Pelo art. 118 da Constituição Federal, são órgãos da Justiça Eleitoral:

I - o Tribunal Superior Eleitoral;

II - os Tribunais Regionais Eleitorais;

III - os Juizes Eleitorais;

IV - as Juntas Eleitorais.

0 primeiro - TSE -, a mais alta Corte Eleitoral do país, tem sede em Brasília, DF. e possui jurisdição em todo o território nacional. Os Tribunais Regionais Eleitorais - TREs - são em número de 27, um em cada Estado e no Distrito Federal, nesses respectivos territórios se limitando suas jurisdições. Os Juizes e Juntas Eleitorais compõem a primeira instância eleitoral. O primeiro é o juízo monocrático e permanente, enquanto que o segundo é coletivo e sazonal, só tendo competência no microprocesso eleitoral. Ambos os juízos são, no mínimo, em número de 5.408 em todo o país.
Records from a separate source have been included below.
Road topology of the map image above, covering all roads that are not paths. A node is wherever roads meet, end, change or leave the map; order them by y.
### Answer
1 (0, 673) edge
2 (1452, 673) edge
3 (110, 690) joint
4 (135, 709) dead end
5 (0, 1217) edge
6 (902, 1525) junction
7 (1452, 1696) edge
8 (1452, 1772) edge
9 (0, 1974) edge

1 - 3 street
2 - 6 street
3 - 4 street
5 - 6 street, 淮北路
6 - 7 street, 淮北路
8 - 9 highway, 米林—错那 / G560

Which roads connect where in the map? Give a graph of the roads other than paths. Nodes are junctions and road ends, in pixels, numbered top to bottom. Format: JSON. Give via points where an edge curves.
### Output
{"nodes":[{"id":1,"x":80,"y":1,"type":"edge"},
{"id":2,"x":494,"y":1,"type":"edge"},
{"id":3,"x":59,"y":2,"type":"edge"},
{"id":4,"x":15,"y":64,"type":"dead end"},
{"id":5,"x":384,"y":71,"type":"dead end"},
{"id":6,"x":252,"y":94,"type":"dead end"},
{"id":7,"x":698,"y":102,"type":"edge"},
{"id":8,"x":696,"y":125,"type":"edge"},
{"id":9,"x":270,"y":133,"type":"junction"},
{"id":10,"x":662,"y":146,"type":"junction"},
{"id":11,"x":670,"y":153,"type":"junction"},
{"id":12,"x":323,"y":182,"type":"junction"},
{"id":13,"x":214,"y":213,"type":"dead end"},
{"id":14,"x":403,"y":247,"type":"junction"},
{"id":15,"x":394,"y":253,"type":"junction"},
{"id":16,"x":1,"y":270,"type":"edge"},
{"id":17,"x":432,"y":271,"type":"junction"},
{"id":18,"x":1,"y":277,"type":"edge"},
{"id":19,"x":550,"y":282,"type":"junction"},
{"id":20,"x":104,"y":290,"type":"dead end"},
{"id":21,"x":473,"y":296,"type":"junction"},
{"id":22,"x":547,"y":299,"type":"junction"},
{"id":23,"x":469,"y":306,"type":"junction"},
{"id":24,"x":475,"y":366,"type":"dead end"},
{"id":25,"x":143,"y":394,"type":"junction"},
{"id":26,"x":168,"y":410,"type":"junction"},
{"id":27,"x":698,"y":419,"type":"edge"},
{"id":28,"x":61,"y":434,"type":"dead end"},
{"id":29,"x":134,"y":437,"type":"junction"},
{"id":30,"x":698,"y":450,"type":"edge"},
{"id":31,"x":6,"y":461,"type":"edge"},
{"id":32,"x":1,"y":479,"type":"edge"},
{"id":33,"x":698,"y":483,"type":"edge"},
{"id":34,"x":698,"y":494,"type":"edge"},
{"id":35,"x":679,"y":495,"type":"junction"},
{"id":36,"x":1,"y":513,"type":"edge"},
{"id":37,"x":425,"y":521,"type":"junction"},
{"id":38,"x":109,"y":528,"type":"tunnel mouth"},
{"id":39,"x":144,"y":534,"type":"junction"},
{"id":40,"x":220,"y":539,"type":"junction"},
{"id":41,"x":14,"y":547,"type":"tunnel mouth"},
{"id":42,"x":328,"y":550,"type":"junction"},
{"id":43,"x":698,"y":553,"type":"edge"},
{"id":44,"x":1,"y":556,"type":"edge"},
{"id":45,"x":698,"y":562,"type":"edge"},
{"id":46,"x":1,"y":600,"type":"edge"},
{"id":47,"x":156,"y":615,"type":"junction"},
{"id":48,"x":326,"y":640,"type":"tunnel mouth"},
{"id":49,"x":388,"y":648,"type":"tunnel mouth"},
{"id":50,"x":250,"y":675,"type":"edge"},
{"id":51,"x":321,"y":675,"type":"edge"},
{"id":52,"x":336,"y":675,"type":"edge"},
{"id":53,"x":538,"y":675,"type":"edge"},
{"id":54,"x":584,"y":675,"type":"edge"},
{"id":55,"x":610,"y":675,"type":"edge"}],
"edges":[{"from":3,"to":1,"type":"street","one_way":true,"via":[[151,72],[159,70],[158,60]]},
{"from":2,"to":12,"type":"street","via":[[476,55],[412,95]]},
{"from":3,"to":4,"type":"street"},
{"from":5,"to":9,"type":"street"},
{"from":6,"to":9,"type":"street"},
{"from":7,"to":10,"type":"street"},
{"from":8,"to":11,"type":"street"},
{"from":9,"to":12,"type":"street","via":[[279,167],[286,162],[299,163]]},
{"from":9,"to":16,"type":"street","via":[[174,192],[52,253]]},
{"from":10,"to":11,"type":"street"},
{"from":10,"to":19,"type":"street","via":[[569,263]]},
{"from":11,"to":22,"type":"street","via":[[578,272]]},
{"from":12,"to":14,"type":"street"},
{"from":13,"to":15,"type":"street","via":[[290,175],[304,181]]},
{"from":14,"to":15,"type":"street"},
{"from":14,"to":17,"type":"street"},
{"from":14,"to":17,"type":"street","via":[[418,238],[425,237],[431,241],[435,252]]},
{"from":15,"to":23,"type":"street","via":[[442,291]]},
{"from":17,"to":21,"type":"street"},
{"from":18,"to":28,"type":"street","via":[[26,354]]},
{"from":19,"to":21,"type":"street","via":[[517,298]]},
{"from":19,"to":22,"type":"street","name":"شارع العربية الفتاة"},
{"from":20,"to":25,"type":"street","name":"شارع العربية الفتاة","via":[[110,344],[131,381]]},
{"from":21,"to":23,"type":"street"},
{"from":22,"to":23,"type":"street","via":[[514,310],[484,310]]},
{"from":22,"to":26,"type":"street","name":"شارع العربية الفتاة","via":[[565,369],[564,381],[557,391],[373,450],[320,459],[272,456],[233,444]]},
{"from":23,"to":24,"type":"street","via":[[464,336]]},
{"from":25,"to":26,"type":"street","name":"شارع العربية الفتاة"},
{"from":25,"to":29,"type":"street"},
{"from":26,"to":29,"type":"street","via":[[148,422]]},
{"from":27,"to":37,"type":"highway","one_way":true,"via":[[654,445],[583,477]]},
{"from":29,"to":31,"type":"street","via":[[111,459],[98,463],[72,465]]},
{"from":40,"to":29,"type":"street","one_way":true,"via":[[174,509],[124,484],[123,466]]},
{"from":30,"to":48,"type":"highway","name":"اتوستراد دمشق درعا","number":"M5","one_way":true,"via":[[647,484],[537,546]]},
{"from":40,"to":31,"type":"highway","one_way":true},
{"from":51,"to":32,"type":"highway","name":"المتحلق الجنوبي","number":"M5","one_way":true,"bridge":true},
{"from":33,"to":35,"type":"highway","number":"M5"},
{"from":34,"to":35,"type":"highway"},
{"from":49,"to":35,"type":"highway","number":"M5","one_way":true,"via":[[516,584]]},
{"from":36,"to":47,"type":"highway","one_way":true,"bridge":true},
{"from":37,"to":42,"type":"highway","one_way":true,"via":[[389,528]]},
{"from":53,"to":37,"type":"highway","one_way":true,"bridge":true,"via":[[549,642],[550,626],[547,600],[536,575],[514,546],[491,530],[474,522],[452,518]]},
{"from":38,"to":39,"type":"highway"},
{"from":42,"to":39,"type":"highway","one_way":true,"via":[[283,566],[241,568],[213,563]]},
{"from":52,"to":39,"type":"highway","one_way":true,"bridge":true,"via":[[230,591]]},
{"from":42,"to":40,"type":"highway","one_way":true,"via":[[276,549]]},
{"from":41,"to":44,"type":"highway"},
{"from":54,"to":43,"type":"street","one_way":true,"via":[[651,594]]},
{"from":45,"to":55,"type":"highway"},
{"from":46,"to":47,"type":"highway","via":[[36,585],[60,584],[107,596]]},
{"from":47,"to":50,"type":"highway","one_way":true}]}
A organização e competência de todos os órgãos judiciários da Justiça Eleitoral estão definidas na própria Constituição Federal e em leis específicas.10

Sob a ótica do eleitorado, mais impressionantes são os dados existentes, reveladores da autonomia científica da matéria, à medida em que esta cuida, trata e versa sobre eles: 94.768.404 eleitores estão inscritos em 283.544 seções eleitorais, pertencentes a 2.704 zonas eleitorais, cobrindo o universo de 5.112 municípios brasileiros.11

Já -e finalmente -no que concerne às eleições, preocupação e encargo indelegáveis do Direito Eleitoral e de sua máquina judiciária, por força de disposições constitucionais, são elas continuas e alternadas, a saber: 1994: eleições para Presidente e Vice-Presidente da República; Senadores e Suplentes; Deputados Federais; Governadores e Vice-Governadores; Deputados Estaduais e Deputados Distritais. Para o ano de 1996: eleições para Prefeito Municipal, Vice-Prefeito e Vereadores. 1998: eleições para os mesmos cargos eletivos ocupados em 1994, mas, desta vez, com apenas uma vaga para o Senado. Já no ano 2000: eleições para os mesmos cargos eletivos ocupados em 1996, e, assim, sucessivamente, no decorrer dos anos.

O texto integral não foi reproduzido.